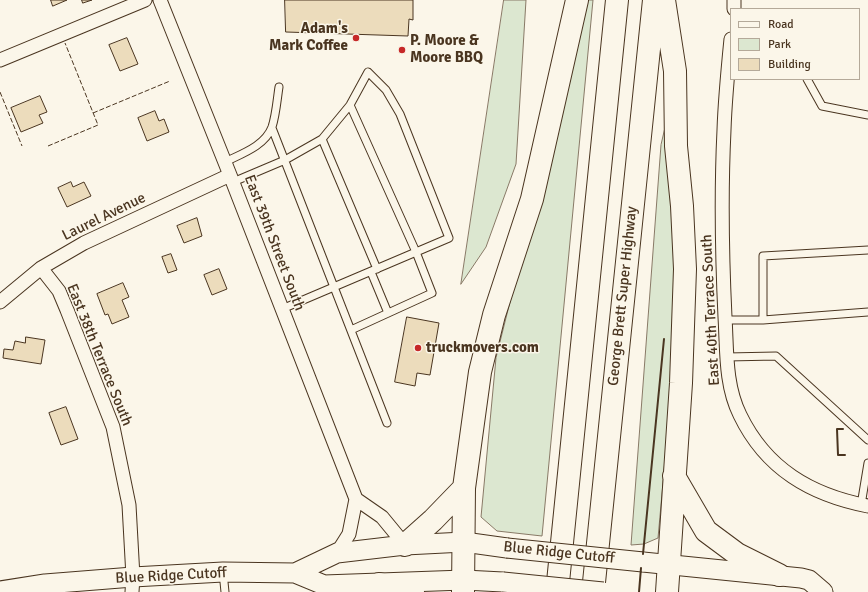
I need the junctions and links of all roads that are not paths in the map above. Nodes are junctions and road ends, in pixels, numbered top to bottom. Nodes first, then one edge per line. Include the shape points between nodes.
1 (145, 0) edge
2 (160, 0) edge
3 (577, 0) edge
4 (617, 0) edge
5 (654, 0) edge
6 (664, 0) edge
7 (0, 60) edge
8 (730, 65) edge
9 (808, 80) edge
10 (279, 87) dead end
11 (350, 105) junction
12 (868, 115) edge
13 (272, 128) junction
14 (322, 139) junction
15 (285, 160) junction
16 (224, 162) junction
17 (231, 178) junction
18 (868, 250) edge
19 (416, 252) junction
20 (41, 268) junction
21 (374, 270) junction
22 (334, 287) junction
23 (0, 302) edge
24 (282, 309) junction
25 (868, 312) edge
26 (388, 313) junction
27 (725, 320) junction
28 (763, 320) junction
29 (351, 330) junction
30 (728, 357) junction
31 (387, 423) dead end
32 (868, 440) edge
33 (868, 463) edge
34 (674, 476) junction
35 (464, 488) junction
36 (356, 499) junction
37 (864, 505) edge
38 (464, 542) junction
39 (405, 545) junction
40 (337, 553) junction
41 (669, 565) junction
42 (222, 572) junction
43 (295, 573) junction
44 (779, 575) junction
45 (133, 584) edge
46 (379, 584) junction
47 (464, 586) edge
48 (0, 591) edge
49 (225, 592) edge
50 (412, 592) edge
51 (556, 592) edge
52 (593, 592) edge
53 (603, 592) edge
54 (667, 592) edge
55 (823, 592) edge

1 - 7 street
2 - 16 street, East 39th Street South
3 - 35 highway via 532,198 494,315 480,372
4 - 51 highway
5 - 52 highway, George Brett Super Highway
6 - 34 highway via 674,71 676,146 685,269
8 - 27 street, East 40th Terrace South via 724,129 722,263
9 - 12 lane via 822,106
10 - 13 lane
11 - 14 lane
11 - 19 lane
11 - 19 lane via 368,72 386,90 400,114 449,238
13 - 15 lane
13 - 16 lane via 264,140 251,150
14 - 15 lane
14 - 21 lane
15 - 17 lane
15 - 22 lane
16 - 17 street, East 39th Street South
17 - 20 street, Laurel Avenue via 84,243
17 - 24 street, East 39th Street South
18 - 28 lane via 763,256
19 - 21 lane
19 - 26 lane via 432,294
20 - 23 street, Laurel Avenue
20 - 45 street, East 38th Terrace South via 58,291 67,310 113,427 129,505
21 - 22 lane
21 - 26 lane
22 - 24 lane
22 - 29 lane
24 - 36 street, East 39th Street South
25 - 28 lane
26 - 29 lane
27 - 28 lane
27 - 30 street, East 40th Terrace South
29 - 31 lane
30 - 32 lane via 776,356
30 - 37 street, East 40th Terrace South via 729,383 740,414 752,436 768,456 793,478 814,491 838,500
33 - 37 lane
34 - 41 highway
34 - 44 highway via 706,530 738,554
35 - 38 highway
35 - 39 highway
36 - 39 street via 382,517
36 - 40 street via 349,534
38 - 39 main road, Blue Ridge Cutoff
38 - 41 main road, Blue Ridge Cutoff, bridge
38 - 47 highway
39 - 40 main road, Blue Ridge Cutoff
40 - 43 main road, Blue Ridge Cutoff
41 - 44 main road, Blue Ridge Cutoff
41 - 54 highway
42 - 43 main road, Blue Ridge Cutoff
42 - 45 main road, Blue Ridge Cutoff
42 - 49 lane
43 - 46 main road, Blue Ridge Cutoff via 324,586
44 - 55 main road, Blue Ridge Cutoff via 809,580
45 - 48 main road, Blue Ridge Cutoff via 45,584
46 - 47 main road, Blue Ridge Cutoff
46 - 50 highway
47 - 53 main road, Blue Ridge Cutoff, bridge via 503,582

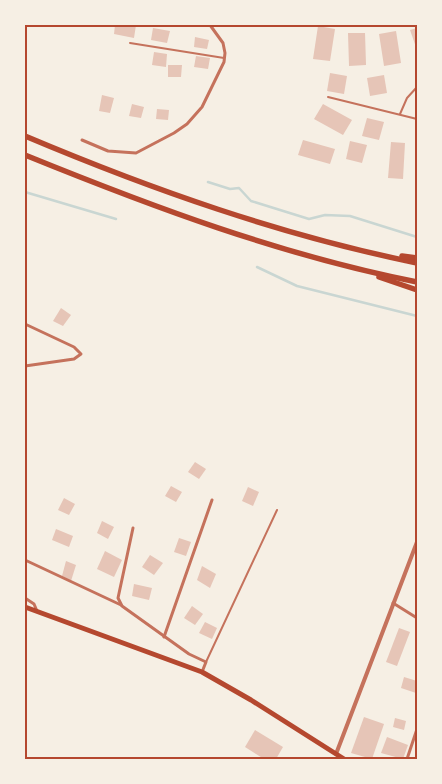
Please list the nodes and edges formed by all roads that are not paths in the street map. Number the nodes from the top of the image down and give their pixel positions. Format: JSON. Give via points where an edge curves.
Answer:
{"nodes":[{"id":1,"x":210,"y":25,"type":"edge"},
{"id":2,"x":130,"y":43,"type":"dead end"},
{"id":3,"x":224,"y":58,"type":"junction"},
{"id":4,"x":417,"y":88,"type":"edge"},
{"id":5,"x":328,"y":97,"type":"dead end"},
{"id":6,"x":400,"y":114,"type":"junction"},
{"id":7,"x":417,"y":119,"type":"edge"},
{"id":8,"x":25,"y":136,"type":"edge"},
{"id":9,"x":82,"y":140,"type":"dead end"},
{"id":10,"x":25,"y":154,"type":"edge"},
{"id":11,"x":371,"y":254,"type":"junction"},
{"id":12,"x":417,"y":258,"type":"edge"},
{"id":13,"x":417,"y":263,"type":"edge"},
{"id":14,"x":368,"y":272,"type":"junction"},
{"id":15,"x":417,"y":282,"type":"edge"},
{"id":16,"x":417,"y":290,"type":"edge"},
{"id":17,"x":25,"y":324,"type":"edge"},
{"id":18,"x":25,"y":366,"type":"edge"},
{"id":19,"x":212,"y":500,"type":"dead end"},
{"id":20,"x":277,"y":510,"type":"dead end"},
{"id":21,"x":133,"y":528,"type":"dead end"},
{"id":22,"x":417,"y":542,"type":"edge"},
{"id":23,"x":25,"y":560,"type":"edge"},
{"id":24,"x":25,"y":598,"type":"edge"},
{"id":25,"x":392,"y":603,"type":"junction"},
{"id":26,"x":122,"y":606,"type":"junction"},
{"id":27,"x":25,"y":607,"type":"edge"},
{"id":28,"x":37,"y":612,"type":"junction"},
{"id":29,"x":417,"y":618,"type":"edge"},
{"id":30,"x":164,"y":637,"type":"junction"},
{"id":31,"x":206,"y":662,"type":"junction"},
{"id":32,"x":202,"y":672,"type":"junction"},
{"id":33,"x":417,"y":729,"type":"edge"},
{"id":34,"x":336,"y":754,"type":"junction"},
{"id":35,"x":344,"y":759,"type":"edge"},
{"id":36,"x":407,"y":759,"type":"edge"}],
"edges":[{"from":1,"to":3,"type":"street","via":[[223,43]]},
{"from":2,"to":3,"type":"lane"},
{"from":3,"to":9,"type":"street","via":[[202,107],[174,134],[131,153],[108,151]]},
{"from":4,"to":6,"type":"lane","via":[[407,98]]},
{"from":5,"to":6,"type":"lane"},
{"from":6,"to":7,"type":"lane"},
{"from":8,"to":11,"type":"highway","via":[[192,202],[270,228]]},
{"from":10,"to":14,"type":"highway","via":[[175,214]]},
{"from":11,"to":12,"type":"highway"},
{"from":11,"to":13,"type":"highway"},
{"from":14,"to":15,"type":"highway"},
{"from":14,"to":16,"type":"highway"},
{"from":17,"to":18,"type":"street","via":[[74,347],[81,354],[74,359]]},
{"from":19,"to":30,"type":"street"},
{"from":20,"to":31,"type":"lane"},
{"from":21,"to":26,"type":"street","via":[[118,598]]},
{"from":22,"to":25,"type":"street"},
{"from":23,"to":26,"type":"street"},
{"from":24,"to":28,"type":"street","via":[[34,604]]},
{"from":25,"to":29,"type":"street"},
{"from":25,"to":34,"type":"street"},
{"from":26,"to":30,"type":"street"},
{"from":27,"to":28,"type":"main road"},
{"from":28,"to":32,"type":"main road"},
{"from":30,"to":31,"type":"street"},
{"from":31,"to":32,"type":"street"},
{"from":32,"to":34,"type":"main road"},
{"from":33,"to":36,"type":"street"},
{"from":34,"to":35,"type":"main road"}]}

━━━━━━━━━━

AIM OF THE EXERCISE
Your reply should consist of the data, transcribed exactly, and should hold no pictures.

TASK OUTPUT
I need the junctions and links of all roads that are not paths in the map above. Nodes are junctions and road ends, in pixels, numbered top to bottom. Nodes first, then one edge per line. Include the shape points between nodes.
1 (145, 0) edge
2 (160, 0) edge
3 (577, 0) edge
4 (617, 0) edge
5 (654, 0) edge
6 (664, 0) edge
7 (0, 60) edge
8 (730, 65) edge
9 (808, 80) edge
10 (279, 87) dead end
11 (350, 105) junction
12 (868, 115) edge
13 (272, 128) junction
14 (322, 139) junction
15 (285, 160) junction
16 (224, 162) junction
17 (231, 178) junction
18 (868, 250) edge
19 (416, 252) junction
20 (41, 268) junction
21 (374, 270) junction
22 (334, 287) junction
23 (0, 302) edge
24 (282, 309) junction
25 (868, 312) edge
26 (388, 313) junction
27 (725, 320) junction
28 (763, 320) junction
29 (351, 330) junction
30 (728, 357) junction
31 (387, 423) dead end
32 (868, 440) edge
33 (868, 463) edge
34 (674, 476) junction
35 (464, 488) junction
36 (356, 499) junction
37 (864, 505) edge
38 (464, 542) junction
39 (405, 545) junction
40 (337, 553) junction
41 (669, 565) junction
42 (222, 572) junction
43 (295, 573) junction
44 (779, 575) junction
45 (133, 584) edge
46 (379, 584) junction
47 (464, 586) edge
48 (0, 591) edge
49 (225, 592) edge
50 (412, 592) edge
51 (556, 592) edge
52 (593, 592) edge
53 (603, 592) edge
54 (667, 592) edge
55 (823, 592) edge

1 - 7 street
2 - 16 street, East 39th Street South
3 - 35 highway via 532,198 494,315 480,372
4 - 51 highway
5 - 52 highway, George Brett Super Highway
6 - 34 highway via 674,71 676,146 685,269
8 - 27 street, East 40th Terrace South via 724,129 722,263
9 - 12 lane via 822,106
10 - 13 lane
11 - 14 lane
11 - 19 lane
11 - 19 lane via 368,72 386,90 400,114 449,238
13 - 15 lane
13 - 16 lane via 264,140 251,150
14 - 15 lane
14 - 21 lane
15 - 17 lane
15 - 22 lane
16 - 17 street, East 39th Street South
17 - 20 street, Laurel Avenue via 84,243
17 - 24 street, East 39th Street South
18 - 28 lane via 763,256
19 - 21 lane
19 - 26 lane via 432,294
20 - 23 street, Laurel Avenue
20 - 45 street, East 38th Terrace South via 58,291 67,310 113,427 129,505
21 - 22 lane
21 - 26 lane
22 - 24 lane
22 - 29 lane
24 - 36 street, East 39th Street South
25 - 28 lane
26 - 29 lane
27 - 28 lane
27 - 30 street, East 40th Terrace South
29 - 31 lane
30 - 32 lane via 776,356
30 - 37 street, East 40th Terrace South via 729,383 740,414 752,436 768,456 793,478 814,491 838,500
33 - 37 lane
34 - 41 highway
34 - 44 highway via 706,530 738,554
35 - 38 highway
35 - 39 highway
36 - 39 street via 382,517
36 - 40 street via 349,534
38 - 39 main road, Blue Ridge Cutoff
38 - 41 main road, Blue Ridge Cutoff, bridge
38 - 47 highway
39 - 40 main road, Blue Ridge Cutoff
40 - 43 main road, Blue Ridge Cutoff
41 - 44 main road, Blue Ridge Cutoff
41 - 54 highway
42 - 43 main road, Blue Ridge Cutoff
42 - 45 main road, Blue Ridge Cutoff
42 - 49 lane
43 - 46 main road, Blue Ridge Cutoff via 324,586
44 - 55 main road, Blue Ridge Cutoff via 809,580
45 - 48 main road, Blue Ridge Cutoff via 45,584
46 - 47 main road, Blue Ridge Cutoff
46 - 50 highway
47 - 53 main road, Blue Ridge Cutoff, bridge via 503,582

Please list the nodes and edges formed by all roads that are not paths in the street map. Number the nodes from the top of the image down and give their pixel positions. Format: JSON. Give via points where an edge curves.
Answer:
{"nodes":[{"id":1,"x":210,"y":25,"type":"edge"},
{"id":2,"x":130,"y":43,"type":"dead end"},
{"id":3,"x":224,"y":58,"type":"junction"},
{"id":4,"x":417,"y":88,"type":"edge"},
{"id":5,"x":328,"y":97,"type":"dead end"},
{"id":6,"x":400,"y":114,"type":"junction"},
{"id":7,"x":417,"y":119,"type":"edge"},
{"id":8,"x":25,"y":136,"type":"edge"},
{"id":9,"x":82,"y":140,"type":"dead end"},
{"id":10,"x":25,"y":154,"type":"edge"},
{"id":11,"x":371,"y":254,"type":"junction"},
{"id":12,"x":417,"y":258,"type":"edge"},
{"id":13,"x":417,"y":263,"type":"edge"},
{"id":14,"x":368,"y":272,"type":"junction"},
{"id":15,"x":417,"y":282,"type":"edge"},
{"id":16,"x":417,"y":290,"type":"edge"},
{"id":17,"x":25,"y":324,"type":"edge"},
{"id":18,"x":25,"y":366,"type":"edge"},
{"id":19,"x":212,"y":500,"type":"dead end"},
{"id":20,"x":277,"y":510,"type":"dead end"},
{"id":21,"x":133,"y":528,"type":"dead end"},
{"id":22,"x":417,"y":542,"type":"edge"},
{"id":23,"x":25,"y":560,"type":"edge"},
{"id":24,"x":25,"y":598,"type":"edge"},
{"id":25,"x":392,"y":603,"type":"junction"},
{"id":26,"x":122,"y":606,"type":"junction"},
{"id":27,"x":25,"y":607,"type":"edge"},
{"id":28,"x":37,"y":612,"type":"junction"},
{"id":29,"x":417,"y":618,"type":"edge"},
{"id":30,"x":164,"y":637,"type":"junction"},
{"id":31,"x":206,"y":662,"type":"junction"},
{"id":32,"x":202,"y":672,"type":"junction"},
{"id":33,"x":417,"y":729,"type":"edge"},
{"id":34,"x":336,"y":754,"type":"junction"},
{"id":35,"x":344,"y":759,"type":"edge"},
{"id":36,"x":407,"y":759,"type":"edge"}],
"edges":[{"from":1,"to":3,"type":"street","via":[[223,43]]},
{"from":2,"to":3,"type":"lane"},
{"from":3,"to":9,"type":"street","via":[[202,107],[174,134],[131,153],[108,151]]},
{"from":4,"to":6,"type":"lane","via":[[407,98]]},
{"from":5,"to":6,"type":"lane"},
{"from":6,"to":7,"type":"lane"},
{"from":8,"to":11,"type":"highway","via":[[192,202],[270,228]]},
{"from":10,"to":14,"type":"highway","via":[[175,214]]},
{"from":11,"to":12,"type":"highway"},
{"from":11,"to":13,"type":"highway"},
{"from":14,"to":15,"type":"highway"},
{"from":14,"to":16,"type":"highway"},
{"from":17,"to":18,"type":"street","via":[[74,347],[81,354],[74,359]]},
{"from":19,"to":30,"type":"street"},
{"from":20,"to":31,"type":"lane"},
{"from":21,"to":26,"type":"street","via":[[118,598]]},
{"from":22,"to":25,"type":"street"},
{"from":23,"to":26,"type":"street"},
{"from":24,"to":28,"type":"street","via":[[34,604]]},
{"from":25,"to":29,"type":"street"},
{"from":25,"to":34,"type":"street"},
{"from":26,"to":30,"type":"street"},
{"from":27,"to":28,"type":"main road"},
{"from":28,"to":32,"type":"main road"},
{"from":30,"to":31,"type":"street"},
{"from":31,"to":32,"type":"street"},
{"from":32,"to":34,"type":"main road"},
{"from":33,"to":36,"type":"street"},
{"from":34,"to":35,"type":"main road"}]}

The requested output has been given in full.